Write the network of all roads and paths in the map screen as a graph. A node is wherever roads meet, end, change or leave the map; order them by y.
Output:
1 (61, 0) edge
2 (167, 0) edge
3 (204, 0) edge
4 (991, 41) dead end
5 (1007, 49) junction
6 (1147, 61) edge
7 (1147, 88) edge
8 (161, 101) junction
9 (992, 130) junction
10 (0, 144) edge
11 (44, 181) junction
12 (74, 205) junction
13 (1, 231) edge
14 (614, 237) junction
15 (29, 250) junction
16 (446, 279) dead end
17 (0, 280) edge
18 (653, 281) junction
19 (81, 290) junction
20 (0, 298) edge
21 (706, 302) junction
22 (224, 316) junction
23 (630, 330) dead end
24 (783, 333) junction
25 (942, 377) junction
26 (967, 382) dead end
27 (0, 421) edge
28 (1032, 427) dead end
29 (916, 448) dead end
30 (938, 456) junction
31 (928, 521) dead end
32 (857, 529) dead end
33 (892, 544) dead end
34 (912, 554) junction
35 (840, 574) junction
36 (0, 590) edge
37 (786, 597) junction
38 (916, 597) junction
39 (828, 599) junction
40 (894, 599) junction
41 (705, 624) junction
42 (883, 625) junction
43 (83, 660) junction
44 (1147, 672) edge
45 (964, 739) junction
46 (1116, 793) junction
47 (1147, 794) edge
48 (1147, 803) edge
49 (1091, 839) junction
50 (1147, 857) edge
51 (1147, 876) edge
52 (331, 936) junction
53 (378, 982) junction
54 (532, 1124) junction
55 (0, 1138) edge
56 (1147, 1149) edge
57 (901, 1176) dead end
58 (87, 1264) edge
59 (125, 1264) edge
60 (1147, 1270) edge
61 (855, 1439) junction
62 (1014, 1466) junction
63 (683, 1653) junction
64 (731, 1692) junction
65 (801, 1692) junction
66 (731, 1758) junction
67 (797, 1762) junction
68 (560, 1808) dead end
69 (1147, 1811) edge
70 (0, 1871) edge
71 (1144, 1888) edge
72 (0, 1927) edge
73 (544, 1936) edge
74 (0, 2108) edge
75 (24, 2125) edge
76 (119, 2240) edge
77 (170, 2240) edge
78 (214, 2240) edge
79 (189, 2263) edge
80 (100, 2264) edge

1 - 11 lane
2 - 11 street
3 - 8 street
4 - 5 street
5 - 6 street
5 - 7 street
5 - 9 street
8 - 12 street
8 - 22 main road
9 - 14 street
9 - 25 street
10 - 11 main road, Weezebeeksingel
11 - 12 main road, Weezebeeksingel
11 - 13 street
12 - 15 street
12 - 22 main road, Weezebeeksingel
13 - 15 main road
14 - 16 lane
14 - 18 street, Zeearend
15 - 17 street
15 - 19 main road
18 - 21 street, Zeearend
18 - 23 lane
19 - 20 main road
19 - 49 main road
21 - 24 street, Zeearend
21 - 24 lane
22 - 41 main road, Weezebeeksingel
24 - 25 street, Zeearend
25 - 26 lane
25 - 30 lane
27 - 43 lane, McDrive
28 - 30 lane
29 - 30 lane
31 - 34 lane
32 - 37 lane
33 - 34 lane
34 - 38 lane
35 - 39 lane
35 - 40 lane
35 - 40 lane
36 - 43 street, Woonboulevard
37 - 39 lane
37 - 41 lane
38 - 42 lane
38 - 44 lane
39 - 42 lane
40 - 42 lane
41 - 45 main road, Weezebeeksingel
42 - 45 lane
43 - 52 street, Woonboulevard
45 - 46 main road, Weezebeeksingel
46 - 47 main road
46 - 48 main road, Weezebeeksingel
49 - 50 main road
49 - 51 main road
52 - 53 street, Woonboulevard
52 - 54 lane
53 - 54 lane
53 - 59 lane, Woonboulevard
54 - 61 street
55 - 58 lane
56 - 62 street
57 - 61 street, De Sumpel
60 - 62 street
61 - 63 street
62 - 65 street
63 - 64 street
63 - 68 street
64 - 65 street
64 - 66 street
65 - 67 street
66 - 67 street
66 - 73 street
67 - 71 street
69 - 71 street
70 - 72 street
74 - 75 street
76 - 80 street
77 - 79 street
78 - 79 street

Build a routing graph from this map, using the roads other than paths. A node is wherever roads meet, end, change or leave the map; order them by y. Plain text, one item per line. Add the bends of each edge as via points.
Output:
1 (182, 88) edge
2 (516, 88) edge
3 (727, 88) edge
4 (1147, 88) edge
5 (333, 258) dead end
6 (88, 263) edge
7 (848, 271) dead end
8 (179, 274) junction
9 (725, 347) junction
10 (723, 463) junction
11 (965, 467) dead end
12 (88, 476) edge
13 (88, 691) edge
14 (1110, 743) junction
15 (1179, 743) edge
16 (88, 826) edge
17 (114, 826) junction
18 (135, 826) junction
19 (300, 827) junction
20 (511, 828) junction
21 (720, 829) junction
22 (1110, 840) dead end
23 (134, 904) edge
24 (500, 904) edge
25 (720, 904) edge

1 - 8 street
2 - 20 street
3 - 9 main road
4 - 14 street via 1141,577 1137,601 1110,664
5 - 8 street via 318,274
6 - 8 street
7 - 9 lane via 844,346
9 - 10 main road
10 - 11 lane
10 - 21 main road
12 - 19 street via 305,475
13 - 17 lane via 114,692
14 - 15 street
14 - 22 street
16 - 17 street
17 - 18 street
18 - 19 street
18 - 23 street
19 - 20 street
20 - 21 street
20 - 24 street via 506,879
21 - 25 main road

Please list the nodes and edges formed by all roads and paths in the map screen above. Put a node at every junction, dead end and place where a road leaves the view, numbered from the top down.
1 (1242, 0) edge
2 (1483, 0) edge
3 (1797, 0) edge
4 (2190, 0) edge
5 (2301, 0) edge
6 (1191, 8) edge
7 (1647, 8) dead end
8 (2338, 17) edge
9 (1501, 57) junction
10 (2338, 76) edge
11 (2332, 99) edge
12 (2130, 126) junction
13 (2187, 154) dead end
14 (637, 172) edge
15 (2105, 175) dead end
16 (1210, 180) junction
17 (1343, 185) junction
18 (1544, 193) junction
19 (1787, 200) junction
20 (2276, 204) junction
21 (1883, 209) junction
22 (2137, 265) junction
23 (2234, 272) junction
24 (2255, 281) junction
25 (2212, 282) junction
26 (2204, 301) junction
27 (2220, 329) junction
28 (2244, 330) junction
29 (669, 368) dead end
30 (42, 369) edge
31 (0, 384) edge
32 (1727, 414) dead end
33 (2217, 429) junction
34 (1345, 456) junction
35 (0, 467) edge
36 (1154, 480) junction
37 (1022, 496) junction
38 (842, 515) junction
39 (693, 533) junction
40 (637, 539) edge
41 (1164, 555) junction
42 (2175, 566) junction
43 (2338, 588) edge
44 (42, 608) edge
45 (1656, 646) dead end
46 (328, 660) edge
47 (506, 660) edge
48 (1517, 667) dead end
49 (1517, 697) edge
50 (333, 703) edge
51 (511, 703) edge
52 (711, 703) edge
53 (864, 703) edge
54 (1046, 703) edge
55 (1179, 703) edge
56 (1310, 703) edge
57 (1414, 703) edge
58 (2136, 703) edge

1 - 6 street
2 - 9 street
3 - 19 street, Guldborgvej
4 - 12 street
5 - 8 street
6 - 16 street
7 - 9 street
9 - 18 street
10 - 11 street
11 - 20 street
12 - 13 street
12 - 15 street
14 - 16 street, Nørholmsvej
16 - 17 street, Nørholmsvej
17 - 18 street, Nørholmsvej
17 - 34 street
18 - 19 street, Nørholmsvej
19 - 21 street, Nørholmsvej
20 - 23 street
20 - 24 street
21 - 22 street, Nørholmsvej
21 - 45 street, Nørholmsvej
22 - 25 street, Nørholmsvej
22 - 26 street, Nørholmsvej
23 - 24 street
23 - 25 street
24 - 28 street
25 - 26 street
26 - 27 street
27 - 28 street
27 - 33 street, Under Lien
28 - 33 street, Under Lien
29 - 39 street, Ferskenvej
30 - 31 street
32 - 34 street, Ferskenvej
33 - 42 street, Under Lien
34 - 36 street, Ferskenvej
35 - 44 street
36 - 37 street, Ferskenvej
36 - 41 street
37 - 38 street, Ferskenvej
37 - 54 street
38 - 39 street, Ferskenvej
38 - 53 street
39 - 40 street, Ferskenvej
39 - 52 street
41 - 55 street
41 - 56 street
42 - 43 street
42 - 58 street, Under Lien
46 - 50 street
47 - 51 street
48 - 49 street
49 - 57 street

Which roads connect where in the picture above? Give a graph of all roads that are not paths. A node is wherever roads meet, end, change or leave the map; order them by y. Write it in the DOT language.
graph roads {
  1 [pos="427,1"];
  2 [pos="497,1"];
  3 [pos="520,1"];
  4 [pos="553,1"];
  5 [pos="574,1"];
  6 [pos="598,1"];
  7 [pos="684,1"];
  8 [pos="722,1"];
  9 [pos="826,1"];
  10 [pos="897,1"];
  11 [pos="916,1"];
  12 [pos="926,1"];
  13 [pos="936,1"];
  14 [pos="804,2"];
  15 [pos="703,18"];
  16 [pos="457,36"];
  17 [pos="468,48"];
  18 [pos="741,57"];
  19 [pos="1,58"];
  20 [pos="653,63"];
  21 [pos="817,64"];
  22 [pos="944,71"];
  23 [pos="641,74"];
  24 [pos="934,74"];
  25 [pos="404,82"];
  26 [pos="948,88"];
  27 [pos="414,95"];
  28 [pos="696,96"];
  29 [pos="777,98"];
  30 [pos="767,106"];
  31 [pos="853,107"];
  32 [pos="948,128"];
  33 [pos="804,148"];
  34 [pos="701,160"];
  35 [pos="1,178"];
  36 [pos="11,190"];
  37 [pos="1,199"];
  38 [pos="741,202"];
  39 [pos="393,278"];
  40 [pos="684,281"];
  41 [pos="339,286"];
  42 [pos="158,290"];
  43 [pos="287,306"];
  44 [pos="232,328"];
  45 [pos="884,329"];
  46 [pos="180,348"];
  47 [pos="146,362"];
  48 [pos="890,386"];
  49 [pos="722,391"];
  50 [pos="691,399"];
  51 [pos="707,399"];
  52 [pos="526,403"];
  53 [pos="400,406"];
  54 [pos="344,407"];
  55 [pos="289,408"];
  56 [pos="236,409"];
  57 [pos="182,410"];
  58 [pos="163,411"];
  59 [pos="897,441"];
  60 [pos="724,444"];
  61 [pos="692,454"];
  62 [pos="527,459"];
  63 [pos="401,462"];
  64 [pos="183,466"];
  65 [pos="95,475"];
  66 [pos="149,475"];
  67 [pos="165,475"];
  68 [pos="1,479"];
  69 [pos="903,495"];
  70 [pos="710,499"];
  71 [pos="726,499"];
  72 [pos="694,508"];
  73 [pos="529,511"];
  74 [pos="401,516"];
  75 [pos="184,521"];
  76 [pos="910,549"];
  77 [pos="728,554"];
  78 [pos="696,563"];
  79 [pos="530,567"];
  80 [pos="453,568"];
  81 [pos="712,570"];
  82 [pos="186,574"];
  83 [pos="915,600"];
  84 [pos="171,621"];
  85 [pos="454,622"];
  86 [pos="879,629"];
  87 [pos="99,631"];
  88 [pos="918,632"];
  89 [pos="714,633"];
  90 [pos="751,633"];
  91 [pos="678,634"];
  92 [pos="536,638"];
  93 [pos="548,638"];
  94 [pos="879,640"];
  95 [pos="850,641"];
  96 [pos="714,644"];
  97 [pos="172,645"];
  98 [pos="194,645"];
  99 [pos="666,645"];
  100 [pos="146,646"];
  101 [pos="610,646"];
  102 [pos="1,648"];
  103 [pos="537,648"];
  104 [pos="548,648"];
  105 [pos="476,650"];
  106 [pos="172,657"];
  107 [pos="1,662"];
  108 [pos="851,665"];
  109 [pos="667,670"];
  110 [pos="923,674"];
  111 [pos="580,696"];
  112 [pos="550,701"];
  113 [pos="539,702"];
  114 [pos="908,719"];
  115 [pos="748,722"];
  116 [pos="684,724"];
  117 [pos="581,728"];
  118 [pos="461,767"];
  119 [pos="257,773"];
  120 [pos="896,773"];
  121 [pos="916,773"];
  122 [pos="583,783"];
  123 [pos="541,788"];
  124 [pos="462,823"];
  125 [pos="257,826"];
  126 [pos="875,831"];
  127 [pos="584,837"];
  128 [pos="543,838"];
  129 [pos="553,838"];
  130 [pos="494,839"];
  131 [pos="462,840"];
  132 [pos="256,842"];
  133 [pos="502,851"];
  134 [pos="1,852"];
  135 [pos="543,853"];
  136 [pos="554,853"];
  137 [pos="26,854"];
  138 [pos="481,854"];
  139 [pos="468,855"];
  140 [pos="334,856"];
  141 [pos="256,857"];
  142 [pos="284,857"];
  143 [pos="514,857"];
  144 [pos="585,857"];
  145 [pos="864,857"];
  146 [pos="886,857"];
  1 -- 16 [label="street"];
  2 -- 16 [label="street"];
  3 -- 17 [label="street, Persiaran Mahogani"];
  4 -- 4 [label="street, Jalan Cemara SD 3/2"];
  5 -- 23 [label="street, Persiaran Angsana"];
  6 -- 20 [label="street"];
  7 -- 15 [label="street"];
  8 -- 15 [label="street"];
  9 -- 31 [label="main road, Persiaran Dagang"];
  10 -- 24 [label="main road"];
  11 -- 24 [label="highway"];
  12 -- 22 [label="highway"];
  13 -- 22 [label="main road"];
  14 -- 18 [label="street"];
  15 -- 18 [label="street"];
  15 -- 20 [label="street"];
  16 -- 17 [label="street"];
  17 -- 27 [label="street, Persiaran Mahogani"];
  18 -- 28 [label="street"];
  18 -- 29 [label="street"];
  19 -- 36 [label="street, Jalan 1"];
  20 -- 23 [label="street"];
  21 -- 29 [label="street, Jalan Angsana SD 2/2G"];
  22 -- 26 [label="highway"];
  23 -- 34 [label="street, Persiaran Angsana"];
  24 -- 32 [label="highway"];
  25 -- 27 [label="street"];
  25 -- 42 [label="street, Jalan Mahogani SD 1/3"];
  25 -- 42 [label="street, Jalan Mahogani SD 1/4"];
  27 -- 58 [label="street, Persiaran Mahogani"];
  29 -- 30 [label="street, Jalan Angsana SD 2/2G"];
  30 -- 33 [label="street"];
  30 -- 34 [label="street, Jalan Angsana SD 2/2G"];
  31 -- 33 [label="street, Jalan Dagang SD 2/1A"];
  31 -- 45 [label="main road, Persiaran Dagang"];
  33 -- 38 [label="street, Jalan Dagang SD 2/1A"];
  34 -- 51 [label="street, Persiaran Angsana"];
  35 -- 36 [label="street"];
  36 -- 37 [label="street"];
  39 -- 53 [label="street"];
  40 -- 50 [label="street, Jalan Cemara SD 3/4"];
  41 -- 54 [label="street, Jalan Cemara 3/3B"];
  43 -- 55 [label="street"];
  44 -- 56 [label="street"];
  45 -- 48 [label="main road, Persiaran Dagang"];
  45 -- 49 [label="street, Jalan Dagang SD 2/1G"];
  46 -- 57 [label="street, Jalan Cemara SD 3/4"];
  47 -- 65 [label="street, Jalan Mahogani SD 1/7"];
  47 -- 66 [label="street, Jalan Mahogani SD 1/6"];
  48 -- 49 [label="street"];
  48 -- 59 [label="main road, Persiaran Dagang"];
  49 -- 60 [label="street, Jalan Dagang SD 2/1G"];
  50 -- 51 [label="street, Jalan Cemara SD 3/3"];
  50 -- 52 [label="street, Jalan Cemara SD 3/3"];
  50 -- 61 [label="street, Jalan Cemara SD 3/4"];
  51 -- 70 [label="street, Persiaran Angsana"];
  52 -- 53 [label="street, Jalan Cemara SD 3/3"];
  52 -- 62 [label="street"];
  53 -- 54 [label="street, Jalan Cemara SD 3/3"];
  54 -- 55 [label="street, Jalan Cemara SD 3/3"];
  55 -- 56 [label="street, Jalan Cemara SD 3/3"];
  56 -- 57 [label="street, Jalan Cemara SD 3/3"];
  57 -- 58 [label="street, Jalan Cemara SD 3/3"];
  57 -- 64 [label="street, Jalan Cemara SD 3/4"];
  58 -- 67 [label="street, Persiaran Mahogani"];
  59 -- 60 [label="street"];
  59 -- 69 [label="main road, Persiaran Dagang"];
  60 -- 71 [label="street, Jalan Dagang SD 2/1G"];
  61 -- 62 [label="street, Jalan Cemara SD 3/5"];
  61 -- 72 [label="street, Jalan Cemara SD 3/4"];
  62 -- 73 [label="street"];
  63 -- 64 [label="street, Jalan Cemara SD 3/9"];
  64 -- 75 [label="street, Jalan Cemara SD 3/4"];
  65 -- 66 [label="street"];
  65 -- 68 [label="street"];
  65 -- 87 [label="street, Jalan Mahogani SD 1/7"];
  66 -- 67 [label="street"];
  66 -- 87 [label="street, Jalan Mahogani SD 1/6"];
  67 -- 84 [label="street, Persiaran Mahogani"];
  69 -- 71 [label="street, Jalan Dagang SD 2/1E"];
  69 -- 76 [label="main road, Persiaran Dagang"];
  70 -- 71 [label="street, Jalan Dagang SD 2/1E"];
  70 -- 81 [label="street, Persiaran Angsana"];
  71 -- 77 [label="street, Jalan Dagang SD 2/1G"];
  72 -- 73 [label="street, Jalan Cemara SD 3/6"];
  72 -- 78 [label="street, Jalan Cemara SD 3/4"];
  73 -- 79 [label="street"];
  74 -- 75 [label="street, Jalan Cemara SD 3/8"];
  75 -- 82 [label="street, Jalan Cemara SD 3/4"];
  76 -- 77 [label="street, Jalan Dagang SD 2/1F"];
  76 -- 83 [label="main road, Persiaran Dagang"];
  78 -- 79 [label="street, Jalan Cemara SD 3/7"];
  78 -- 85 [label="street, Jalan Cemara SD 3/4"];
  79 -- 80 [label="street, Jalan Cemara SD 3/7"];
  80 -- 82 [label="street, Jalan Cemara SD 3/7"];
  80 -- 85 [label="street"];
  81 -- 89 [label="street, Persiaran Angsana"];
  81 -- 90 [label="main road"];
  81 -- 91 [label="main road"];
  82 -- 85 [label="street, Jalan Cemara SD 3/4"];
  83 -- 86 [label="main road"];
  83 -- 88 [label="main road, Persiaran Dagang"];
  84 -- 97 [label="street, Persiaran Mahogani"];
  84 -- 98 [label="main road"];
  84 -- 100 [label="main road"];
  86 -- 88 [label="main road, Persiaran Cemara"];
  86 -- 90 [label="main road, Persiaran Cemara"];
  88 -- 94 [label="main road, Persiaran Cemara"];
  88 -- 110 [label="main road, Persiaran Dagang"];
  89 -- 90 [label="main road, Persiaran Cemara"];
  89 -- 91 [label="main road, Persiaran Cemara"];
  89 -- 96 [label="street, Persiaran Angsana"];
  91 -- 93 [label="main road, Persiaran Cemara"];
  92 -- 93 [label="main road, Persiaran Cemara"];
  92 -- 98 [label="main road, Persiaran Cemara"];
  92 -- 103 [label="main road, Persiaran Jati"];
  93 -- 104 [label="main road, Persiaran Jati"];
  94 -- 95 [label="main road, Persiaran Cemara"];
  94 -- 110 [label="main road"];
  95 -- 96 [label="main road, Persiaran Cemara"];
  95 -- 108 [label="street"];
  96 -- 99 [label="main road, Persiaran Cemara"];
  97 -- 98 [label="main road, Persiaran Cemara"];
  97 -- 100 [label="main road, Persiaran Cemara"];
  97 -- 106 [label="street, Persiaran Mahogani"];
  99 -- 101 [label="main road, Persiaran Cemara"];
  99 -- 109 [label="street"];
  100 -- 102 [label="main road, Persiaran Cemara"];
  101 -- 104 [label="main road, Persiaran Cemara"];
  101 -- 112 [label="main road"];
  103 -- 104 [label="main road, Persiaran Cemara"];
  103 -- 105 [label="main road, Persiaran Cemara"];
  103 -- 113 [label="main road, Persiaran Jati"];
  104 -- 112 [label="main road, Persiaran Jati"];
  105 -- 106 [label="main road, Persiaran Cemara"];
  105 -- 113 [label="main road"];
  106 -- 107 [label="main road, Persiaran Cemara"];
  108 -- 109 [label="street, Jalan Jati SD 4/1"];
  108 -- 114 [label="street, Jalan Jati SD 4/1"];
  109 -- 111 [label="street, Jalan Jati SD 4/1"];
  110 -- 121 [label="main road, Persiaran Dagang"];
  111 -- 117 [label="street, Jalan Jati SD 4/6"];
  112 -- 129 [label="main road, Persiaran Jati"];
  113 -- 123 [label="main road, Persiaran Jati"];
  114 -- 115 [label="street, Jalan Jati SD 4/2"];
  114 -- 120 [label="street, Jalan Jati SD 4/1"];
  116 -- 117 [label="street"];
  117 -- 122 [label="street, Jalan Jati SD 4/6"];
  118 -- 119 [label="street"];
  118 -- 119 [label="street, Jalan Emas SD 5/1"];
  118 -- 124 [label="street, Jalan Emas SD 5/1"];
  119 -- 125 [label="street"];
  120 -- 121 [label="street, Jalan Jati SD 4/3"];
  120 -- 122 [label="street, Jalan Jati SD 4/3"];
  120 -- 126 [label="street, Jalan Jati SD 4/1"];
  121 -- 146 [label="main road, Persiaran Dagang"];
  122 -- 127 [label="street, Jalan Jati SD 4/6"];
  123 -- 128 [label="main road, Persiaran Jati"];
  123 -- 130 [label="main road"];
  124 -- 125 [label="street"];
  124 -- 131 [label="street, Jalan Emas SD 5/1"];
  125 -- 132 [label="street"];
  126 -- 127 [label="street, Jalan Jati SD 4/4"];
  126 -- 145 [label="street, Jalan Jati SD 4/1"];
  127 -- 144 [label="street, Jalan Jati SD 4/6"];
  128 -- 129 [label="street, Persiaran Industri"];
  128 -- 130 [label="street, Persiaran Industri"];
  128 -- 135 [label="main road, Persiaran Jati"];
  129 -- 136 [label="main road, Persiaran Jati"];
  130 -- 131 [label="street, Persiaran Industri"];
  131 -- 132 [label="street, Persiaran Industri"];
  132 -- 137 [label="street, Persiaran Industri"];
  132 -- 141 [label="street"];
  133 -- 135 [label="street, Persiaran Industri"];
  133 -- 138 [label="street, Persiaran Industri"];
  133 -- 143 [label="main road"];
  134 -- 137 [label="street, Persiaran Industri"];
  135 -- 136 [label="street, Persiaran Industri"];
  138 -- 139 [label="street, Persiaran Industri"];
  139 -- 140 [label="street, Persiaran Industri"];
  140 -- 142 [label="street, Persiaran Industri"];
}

- EXERCISE AIM -
Whichever lines of the records above hold the word "Nørholmsvej" should all be copied out.

- RESULT OF THIS TASK -
14 - 16 street, Nørholmsvej
16 - 17 street, Nørholmsvej
17 - 18 street, Nørholmsvej
18 - 19 street, Nørholmsvej
19 - 21 street, Nørholmsvej
21 - 22 street, Nørholmsvej
21 - 45 street, Nørholmsvej
22 - 25 street, Nørholmsvej
22 - 26 street, Nørholmsvej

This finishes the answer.